Ich bin der Überzeugung, dass dieses Modell nicht grundsätzlich für Gemeinde und Gemeinschaft steht, wohl aber, dass es dazu beiträgt zu überlegen, wie leben wir mit unserem Besitz, wie gehen wir mit unseren Gütern um und gibt es nicht alternative Modelle zur üblichen Praxis dass jeder "alles" selbst hat, auch wenn er es nur einmal im Jahr braucht? Dinge zu teilen, gemeinsam dafür Verantwortung zu übernehmen trägt zur Gemeinschaft bei und steuert dem Individualismus entgegen.

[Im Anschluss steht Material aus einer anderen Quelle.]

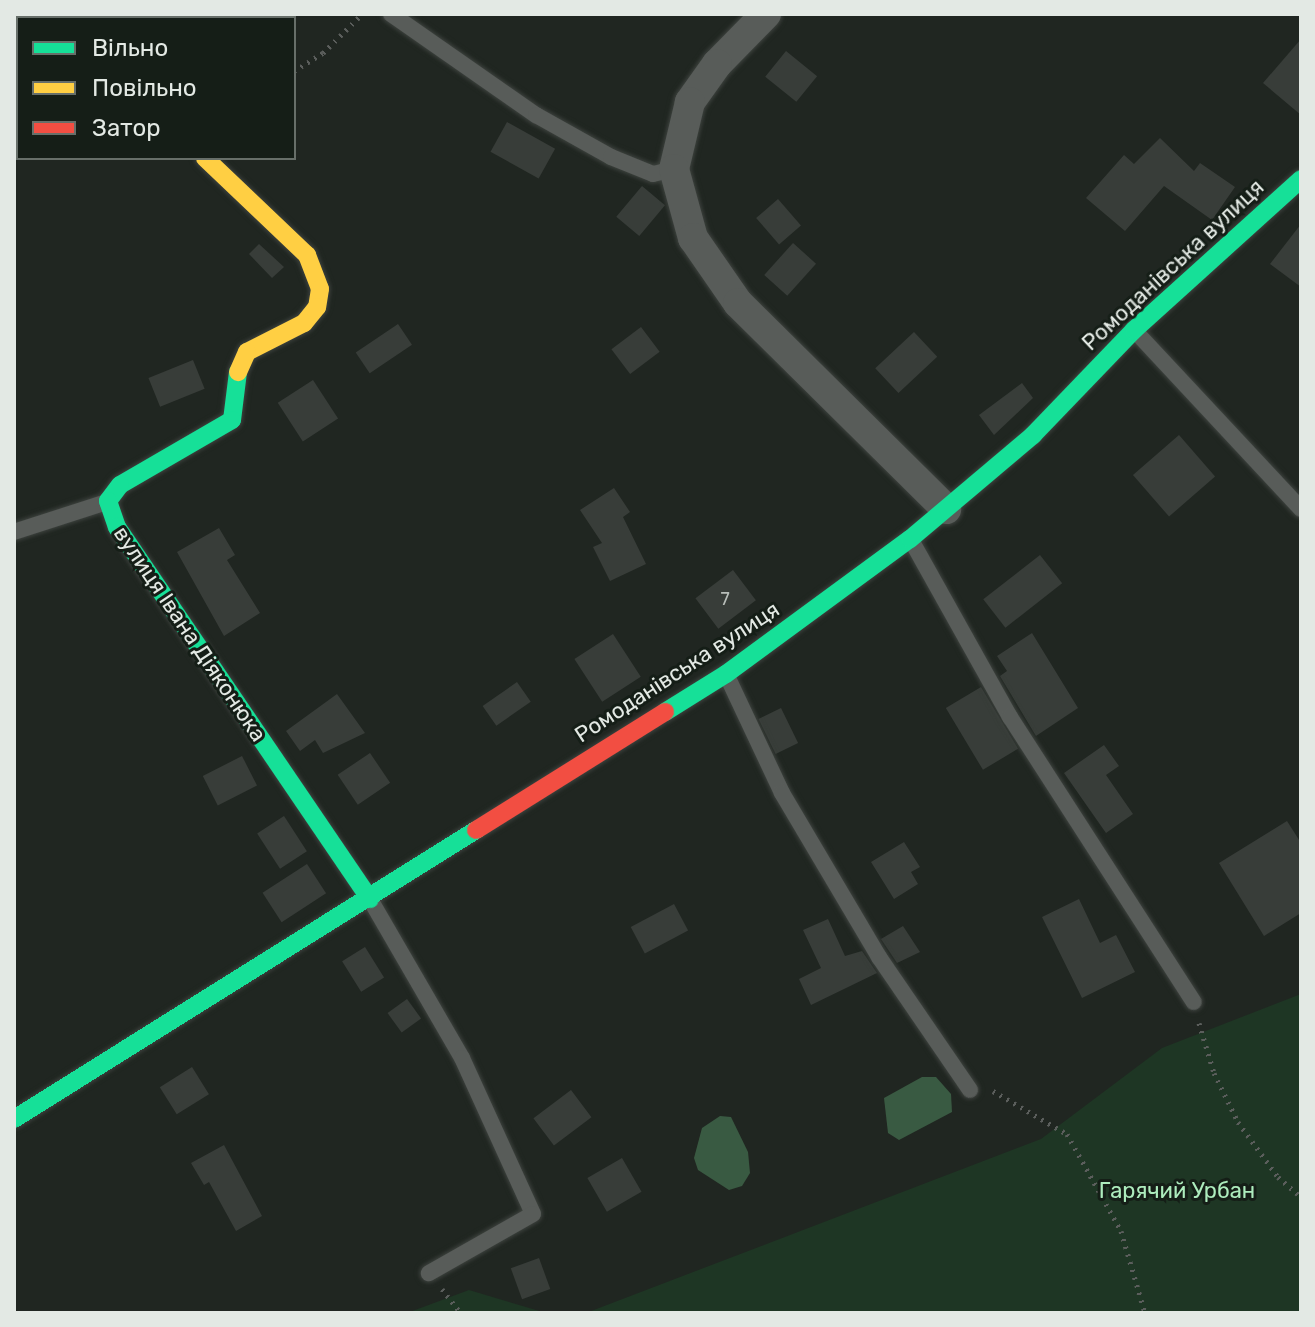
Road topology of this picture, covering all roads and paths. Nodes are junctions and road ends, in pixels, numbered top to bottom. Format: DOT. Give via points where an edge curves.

Ein besonderer Umstand kam jener ersten Gemeinde in Jerusalem sicherlich zugute: die Menschen damals waren näher dran am Evangelium, an der Botschaft vom gekreuzigten und auferstandenen Gottessohn. Was meine ich damit? Sie lebten im kulturellen und zeitgeschichtlichen und auch religiösen Umfeld in dem auch Jesus gelebt und gewirkt hat. In dem seine Botschaft verwurzelt und verankert war. Das war in manchem sicherlich eine Erleichterung oder hatten sie es einfacher. Dadurch waren sie vermutlich auch stärker von dieser Naherwartung geprägt die Einfluss auf Glauben und Leben hatte. Aber das war es dann auch schon Es war dieselbe Botschaft und es war derselbe Geist den auch wir empfangen haben. Wir sind immer wieder gefordert nach Formen von Gemeinschaft zu suchen und diese zu leben.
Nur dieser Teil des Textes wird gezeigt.